Investors have the same kind of love-hate relationship with junk bonds as you may with junk food.
As the chart above shows, flows have been up and down over the past two years. Inflows largely track the trajectory of interest rates: when rates fall, investors have more incentive to search for yield among the riskier corners of financial markets (“junk” refers to bonds issued by more speculative borrowers).
The slower pace of inflows during the current quarter may reflect economic and market concerns as much as responses to interest rate shifts, however.
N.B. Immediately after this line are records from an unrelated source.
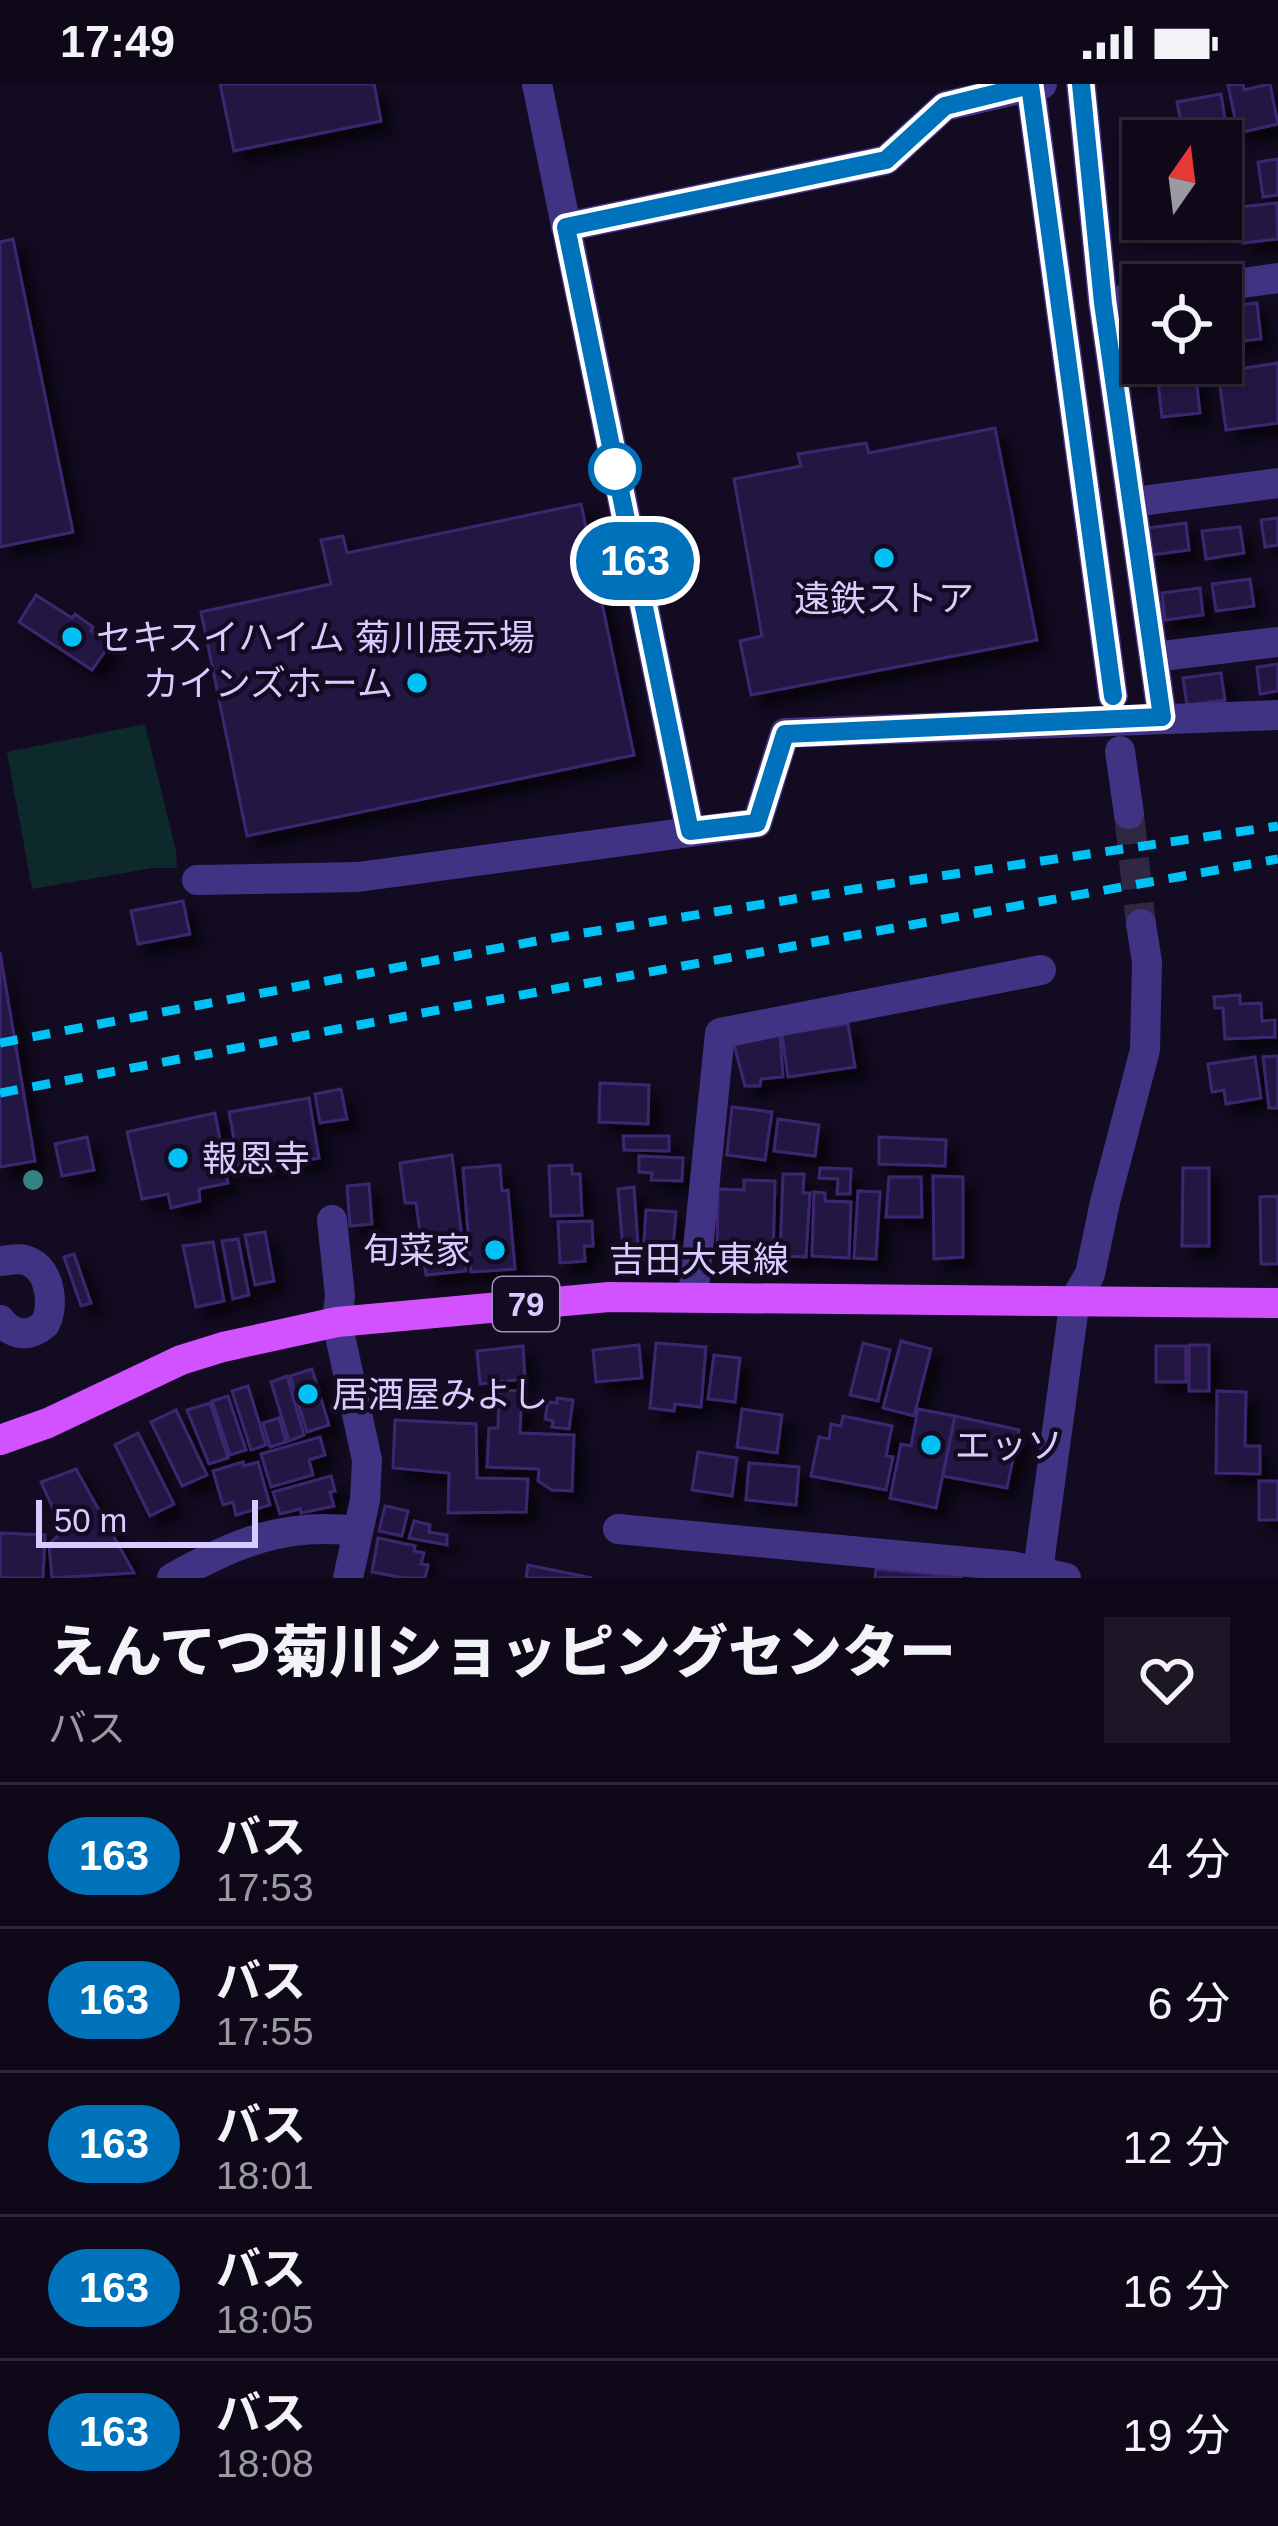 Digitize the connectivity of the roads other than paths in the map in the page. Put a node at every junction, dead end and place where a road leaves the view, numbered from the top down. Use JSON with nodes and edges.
{"nodes":[{"id":1,"x":537,"y":84,"type":"edge"},
{"id":2,"x":1030,"y":84,"type":"edge"},
{"id":3,"x":1042,"y":84,"type":"edge"},
{"id":4,"x":1081,"y":84,"type":"edge"},
{"id":5,"x":566,"y":227,"type":"junction"},
{"id":6,"x":1278,"y":278,"type":"edge"},
{"id":7,"x":1242,"y":283,"type":"edge"},
{"id":8,"x":1122,"y":300,"type":"edge"},
{"id":9,"x":1103,"y":303,"type":"junction"},
{"id":10,"x":1278,"y":483,"type":"edge"},
{"id":11,"x":1133,"y":502,"type":"junction"},
{"id":12,"x":1278,"y":642,"type":"edge"},
{"id":13,"x":1154,"y":657,"type":"junction"},
{"id":14,"x":1113,"y":696,"type":"dead end"},
{"id":15,"x":1278,"y":715,"type":"edge"},
{"id":16,"x":1162,"y":717,"type":"junction"},
{"id":17,"x":1120,"y":751,"type":"dead end"},
{"id":18,"x":1129,"y":814,"type":"tunnel mouth"},
{"id":19,"x":690,"y":831,"type":"junction"},
{"id":20,"x":197,"y":880,"type":"dead end"},
{"id":21,"x":1142,"y":924,"type":"tunnel mouth"},
{"id":22,"x":1041,"y":970,"type":"dead end"},
{"id":23,"x":332,"y":1220,"type":"dead end"},
{"id":24,"x":0,"y":1261,"type":"edge"},
{"id":25,"x":693,"y":1297,"type":"junction"},
{"id":26,"x":1076,"y":1299,"type":"junction"},
{"id":27,"x":1278,"y":1303,"type":"edge"},
{"id":28,"x":0,"y":1320,"type":"edge"},
{"id":29,"x":337,"y":1322,"type":"junction"},
{"id":30,"x":0,"y":1440,"type":"edge"},
{"id":31,"x":618,"y":1529,"type":"dead end"},
{"id":32,"x":358,"y":1531,"type":"junction"},
{"id":33,"x":1047,"y":1576,"type":"edge"},
{"id":34,"x":172,"y":1578,"type":"edge"},
{"id":35,"x":348,"y":1578,"type":"edge"}],
"edges":[{"from":1,"to":5,"type":"street"},
{"from":2,"to":3,"type":"street"},
{"from":2,"to":5,"type":"street"},
{"from":2,"to":14,"type":"street"},
{"from":4,"to":9,"type":"street"},
{"from":5,"to":19,"type":"street"},
{"from":6,"to":7,"type":"street"},
{"from":8,"to":9,"type":"street"},
{"from":9,"to":11,"type":"street"},
{"from":10,"to":11,"type":"street"},
{"from":11,"to":13,"type":"street"},
{"from":12,"to":13,"type":"street"},
{"from":13,"to":16,"type":"street"},
{"from":15,"to":16,"type":"street"},
{"from":16,"to":19,"type":"street"},
{"from":17,"to":18,"type":"street"},
{"from":19,"to":20,"type":"street"},
{"from":21,"to":26,"type":"street"},
{"from":22,"to":25,"type":"street"},
{"from":23,"to":29,"type":"street"},
{"from":24,"to":28,"type":"street"},
{"from":25,"to":26,"type":"main road","name":"吉田大東線","number":"79"},
{"from":25,"to":29,"type":"main road","name":"吉田大東線","number":"79"},
{"from":26,"to":27,"type":"main road","name":"吉田大東線","number":"79"},
{"from":26,"to":33,"type":"street"},
{"from":29,"to":30,"type":"main road","name":"吉田大東線","number":"79"},
{"from":29,"to":32,"type":"street"},
{"from":31,"to":33,"type":"street"},
{"from":32,"to":34,"type":"street"},
{"from":32,"to":35,"type":"street"}]} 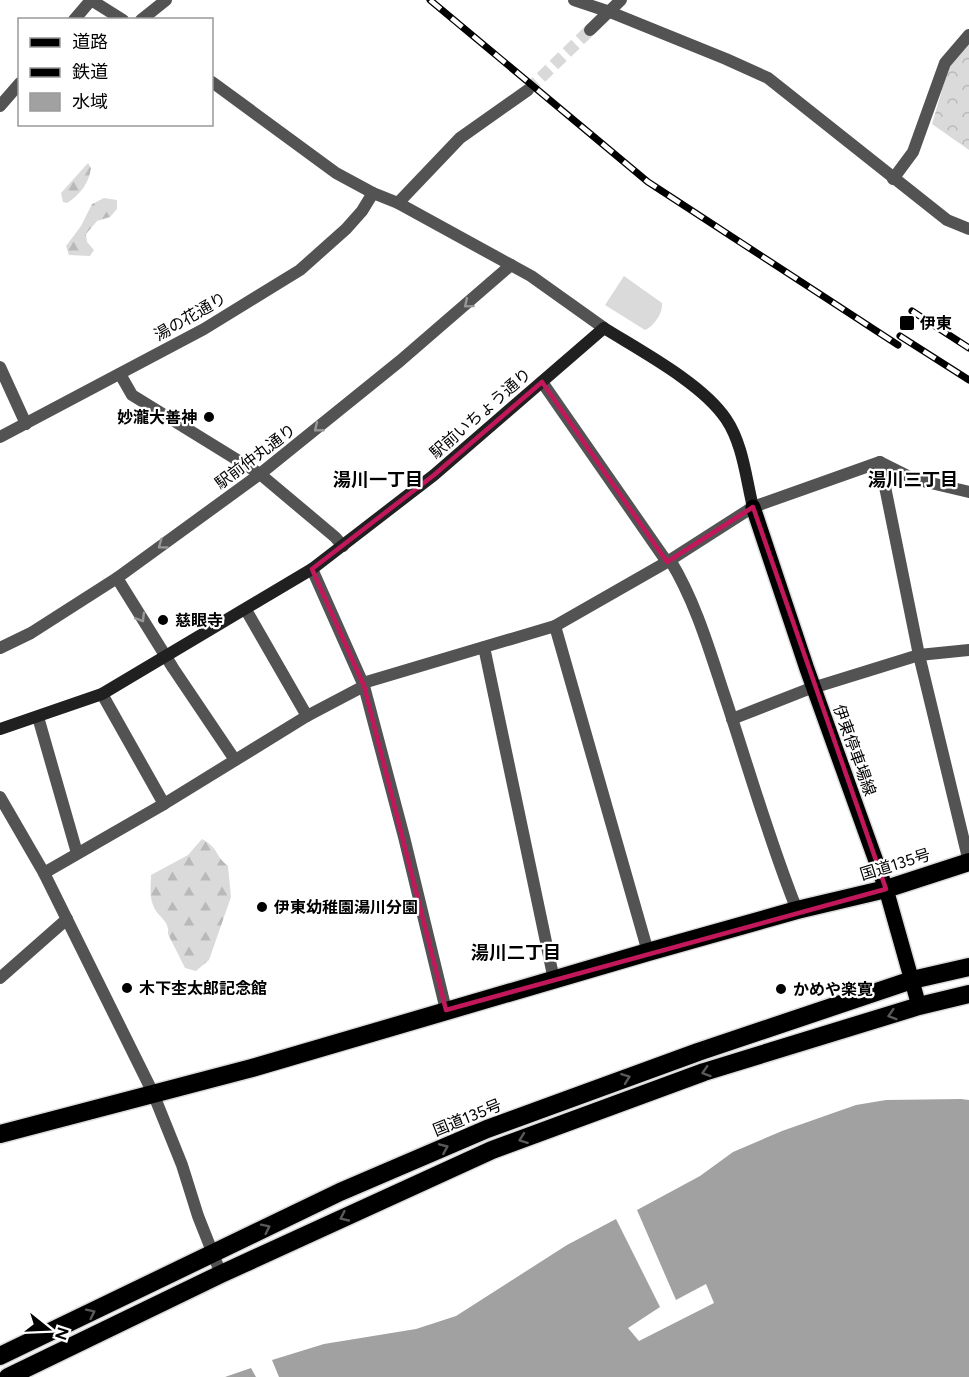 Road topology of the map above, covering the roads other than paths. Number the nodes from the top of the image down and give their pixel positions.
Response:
1 (91, 0) edge
2 (166, 0) edge
3 (574, 0) edge
4 (621, 0) edge
5 (610, 12) junction
6 (76, 18) edge
7 (120, 18) edge
8 (144, 18) edge
9 (590, 30) tunnel mouth
10 (969, 35) edge
11 (213, 83) edge
12 (18, 85) edge
13 (528, 90) tunnel mouth
14 (0, 106) edge
15 (893, 179) junction
16 (373, 193) junction
17 (398, 203) junction
18 (969, 229) edge
19 (511, 265) junction
20 (604, 328) junction
21 (0, 367) edge
22 (120, 374) junction
23 (542, 382) junction
24 (26, 424) junction
25 (0, 437) edge
26 (880, 462) junction
27 (260, 474) junction
28 (969, 492) edge
29 (753, 507) junction
30 (343, 546) junction
31 (669, 561) junction
32 (312, 569) junction
33 (117, 578) junction
34 (246, 610) junction
35 (555, 626) junction
36 (484, 647) junction
37 (0, 648) edge
38 (969, 650) edge
39 (919, 655) junction
40 (166, 657) junction
41 (364, 685) junction
42 (815, 689) junction
43 (102, 694) junction
44 (307, 716) junction
45 (38, 717) junction
46 (732, 719) junction
47 (0, 729) edge
48 (235, 760) junction
49 (0, 797) edge
50 (164, 804) junction
51 (77, 853) junction
52 (969, 862) edge
53 (44, 873) junction
54 (886, 889) junction
55 (797, 910) junction
56 (67, 919) junction
57 (648, 952) junction
58 (969, 967) edge
59 (0, 978) edge
60 (554, 980) junction
61 (912, 980) junction
62 (969, 994) edge
63 (919, 1006) junction
64 (446, 1010) junction
65 (153, 1093) junction
66 (0, 1134) edge
67 (213, 1254) junction
68 (221, 1274) junction
69 (0, 1356) edge
70 (8, 1377) edge

1 - 6 street
1 - 7 street
2 - 8 street
3 - 5 street
4 - 5 street
5 - 9 street
5 - 15 street
10 - 15 street
11 - 16 street
12 - 14 street
13 - 17 street
15 - 18 street
16 - 17 street
16 - 22 street, 湯の花通り
17 - 19 street
19 - 20 street
19 -> 27 street, 駅前仲丸通り
20 - 23 street, 駅前いちょう通り
20 - 29 street
21 - 24 street
22 - 24 street, 湯の花通り
22 - 27 street
23 - 30 street, 駅前いちょう通り
23 - 31 street
24 - 25 street, 湯の花通り
26 - 28 street
26 - 29 street
26 - 39 street
27 - 30 street
27 -> 33 street, 駅前仲丸通り
29 - 31 street
29 - 42 main road, 伊東停車場線
30 - 32 street, 駅前いちょう通り
31 - 35 street
31 - 46 street
32 - 34 street, 駅前いちょう通り
32 - 41 street
33 - 37 street, 駅前仲丸通り
33 -> 40 street
34 - 40 street, 駅前いちょう通り
34 - 44 street
35 - 36 street
35 - 57 street
36 - 41 street
36 - 60 street
38 - 39 street
39 - 42 street
39 - 52 street
40 - 43 street, 駅前いちょう通り
40 - 48 street
41 - 44 street
41 - 64 street
42 - 46 street
42 - 54 main road, 伊東停車場線
43 - 45 street, 駅前いちょう通り
43 - 50 street
44 - 48 street
45 - 47 street, 駅前いちょう通り
45 - 51 street
46 - 55 street
48 - 50 street
49 - 53 street
50 - 51 street
51 - 53 street
52 - 54 highway, 国道135号
53 - 56 street
54 - 55 highway, 国道135号
54 - 61 main road, 伊東停車場線
55 - 57 highway, 国道135号
56 - 59 street
56 - 65 street
57 - 60 highway, 国道135号
58 - 61 highway, 国道135号
60 - 64 highway, 国道135号
61 - 63 main road, 伊東停車場線
67 -> 61 highway, 国道135号
62 - 63 highway
63 -> 68 highway
64 - 65 highway, 国道135号
65 - 66 highway, 国道135号
65 - 67 street
67 - 68 street
69 -> 67 highway, 国道135号
68 - 70 highway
What the chart doesn’t show is exactly which junk bond exchange-traded funds are grabbing the most money. As Elisabeth Kashner, FactSet ETF research director, who shared the data with MarketWatch, put it, in this category there are “two Goliaths, a few next-tier funds,” and everyone else.
Related: The first-ever ESG junk bond ETF debuts
The “Goliaths” are the iShares iBoxx High Yield Corpoate Bond fund HYG, +0.24%, which has nearly $19 billion in assets, followed by the SPDR Bloomebrg Barclays High Yield Bond fund JNK, +0.26% with over $10 billion under management. Both have been around since 2007 and both charge a fairly hefty management fee, as ETFs go: 49 basis points for HYG and 40 for JNK.
The newer upstarts include the Xtrackers USD High Yield Corporate Bond ETF HYLB, +0.22% and the iShares Broad USD High Yield Corporate Bond ETF USHY, +0.14%. Launched in 2016 and 2017, respectively, they’ve gathered $4 billion and $2.7 billion, while charging investors less than half what their older competitors command: 15 basis points for HYLB and 22 for USHY.
See: These are the companies that open — and close — the most ETFs
“Who in their right minds would go for the expensive funds when the cheaper ones provide similar exposure?” Kashner asked rhetorically. She explained: when institutional investors use ETFs to make tactical trades – that is, buying and selling without the expectation of holding long-term – they want to use the biggest funds available to make sure trades always settle as they expect.
“In those cases liquidity is king,” Kashner said. “There are users out there willing to pay additional expenses for the ease of execution.”
Despite that, the two “Davids” mentioned here may be gaining on their bigger competitors. So far this year, both have seen roughly $2 billion in inflows, compared to $5 and $3 billion for HYG and JNK. There’s a bit of a divide in terms of performance: the two biggies have seen year-to-date returns of about 7%, compared to about 6% for HYLB and USHY. Of course, those pale compared to stocks: the S&P 500 SPX, +0.74% has returned 24% in the same timeframe.
What’s less black-and-white is the investment case for – or against – junk bonds, a question that takes on more resonance the later the economic cycle grows.
As Kashner put it, “The search for yield almost always involves risk.”